The first three come straight out of Rocky’s state ledger. The fourth is confirmed against the warehouse directly, so a tampered ledger cannot fake a row count that the warehouse disagrees with.

None of these is the rocky binary.

  1. A redb reader. Rocky’s ledger is an redb embedded key-value store, written to .rocky-state.redb (local backend). redb has no ubiquitous CLI, so the reader below is a ~30-line Rust program using the open-source redb crate and serde_json. The reader opens tables and decodes their values; it has no dependency on Rocky.
  2. A SQL client. Whatever speaks to your warehouse: duckdb, snowsql, the bq CLI, or the Databricks SQL CLI (dbsqlcli). Used to confirm the output table’s schema and row count.
  3. A Parquet hasher. For the content-addressed path (last section), a blake3 hasher such as b3sum plus any Parquet viewer.

The ledger is a redb database whose tables are plain strings and whose values are serde_json-encoded blobs. The logical table names used in Rocky’s source are uppercase constants (RUN_HISTORY, OUTPUT_ARTIFACTS, BRANCHES); the on-disk table names are their lowercase string forms. You open the on-disk name.

Logical name (Rocky source)On-disk table nameValue
RUN_HISTORYrun_historyone RunRecord JSON blob per run, keyed by run_id
OUTPUT_ARTIFACTSoutput_artifactsone ArtifactRecord JSON blob per content-addressed write
BRANCHESbranchesone branch record per named branch

A minimal reader (pinned to redb = "2" and serde_json = "1") that dumps every run record:

// Cargo.toml: redb = "2" serde_json = "1"
use redb::{Database, ReadableTable, TableDefinition};
// On-disk table name is the lowercase string, not the Rust const ident.
const RUN_HISTORY: TableDefinition<&str, &[u8]> = TableDefinition::new("run_history");
fn main() -> Result<(), Box<dyn std::error::Error>> {
let db = Database::open(".rocky-state.redb")?;
let txn = db.begin_read()?;
let table = txn.open_table(RUN_HISTORY)?;
for entry in table.iter()? {
let (run_id, blob) = entry?;
let record: serde_json::Value = serde_json::from_slice(blob.value())?;
println!("{}\n{}", run_id.value(), serde_json::to_string_pretty(&record)?);
}
Ok(())
}

Swap "run_history" for "output_artifacts" or "branches" to dump those tables. The reader never links against Rocky; it reads the file format directly.

This walks an auditor through verifying a single run of a three-model transformation pipeline (raw_ordersstg_ordersfct_revenue). The outputs shown are representative; identity fields are scrubbed to placeholders.

Point the reader at the run’s .rocky-state.redb and open the run_history table (logical name RUN_HISTORY).

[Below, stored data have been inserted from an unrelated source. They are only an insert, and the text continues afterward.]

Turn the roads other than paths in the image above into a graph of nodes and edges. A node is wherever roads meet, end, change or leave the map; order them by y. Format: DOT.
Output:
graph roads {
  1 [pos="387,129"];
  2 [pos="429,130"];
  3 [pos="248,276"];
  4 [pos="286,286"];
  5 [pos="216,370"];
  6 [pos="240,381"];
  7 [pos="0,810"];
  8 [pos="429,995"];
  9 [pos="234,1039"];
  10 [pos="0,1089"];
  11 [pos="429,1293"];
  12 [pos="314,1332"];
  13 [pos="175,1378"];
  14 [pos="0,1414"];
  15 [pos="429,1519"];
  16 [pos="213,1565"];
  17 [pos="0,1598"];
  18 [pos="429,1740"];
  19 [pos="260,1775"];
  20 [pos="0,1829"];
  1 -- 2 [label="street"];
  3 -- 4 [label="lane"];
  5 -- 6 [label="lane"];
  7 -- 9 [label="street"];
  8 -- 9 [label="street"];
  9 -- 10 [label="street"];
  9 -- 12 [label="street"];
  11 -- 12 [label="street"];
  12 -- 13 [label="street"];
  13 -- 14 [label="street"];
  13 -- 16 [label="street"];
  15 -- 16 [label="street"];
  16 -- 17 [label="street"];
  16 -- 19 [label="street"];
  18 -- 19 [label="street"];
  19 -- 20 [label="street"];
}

let table = txn.open_table(RUN_HISTORY)?; // on-disk "run_history"

The store is a single file. If you only have a remote (S3/Valkey) backend, ask the operator to export the local snapshot; the table layout is identical.

List run_history and pick the run by its timestamp. Each row is one RunRecord, keyed by run_id.

{
"run_id": "run-20260530-110422-643",
"started_at": "2026-05-30T11:04:22.643494Z",
"finished_at": "2026-05-30T11:04:25.265016Z",
"status": "Success",
"trigger": "Ci",
"config_hash": "a54e8a0fa524b6a2",
"triggering_identity": "data-eng@example.com",
"session_source": "ci",
"git_commit": "a1b2c3d4e5f60718293a4b5c6d7e8f9012345678",
"git_branch": "main",
"target_catalog": "analytics_prod",
"hostname": "ci-runner-01",
"rocky_version": "1.47.1",
"models_executed": [ /* ... see step 3 ... */ ]
}

The run_id is Rocky’s run-<UTC-date>-<UTC-time>-<millis> form. The status and trigger values are the capitalized enum forms as they serialize on disk ("Success", "Ci" / "Manual"); session_source serializes lowercase ("cli", "ci", …).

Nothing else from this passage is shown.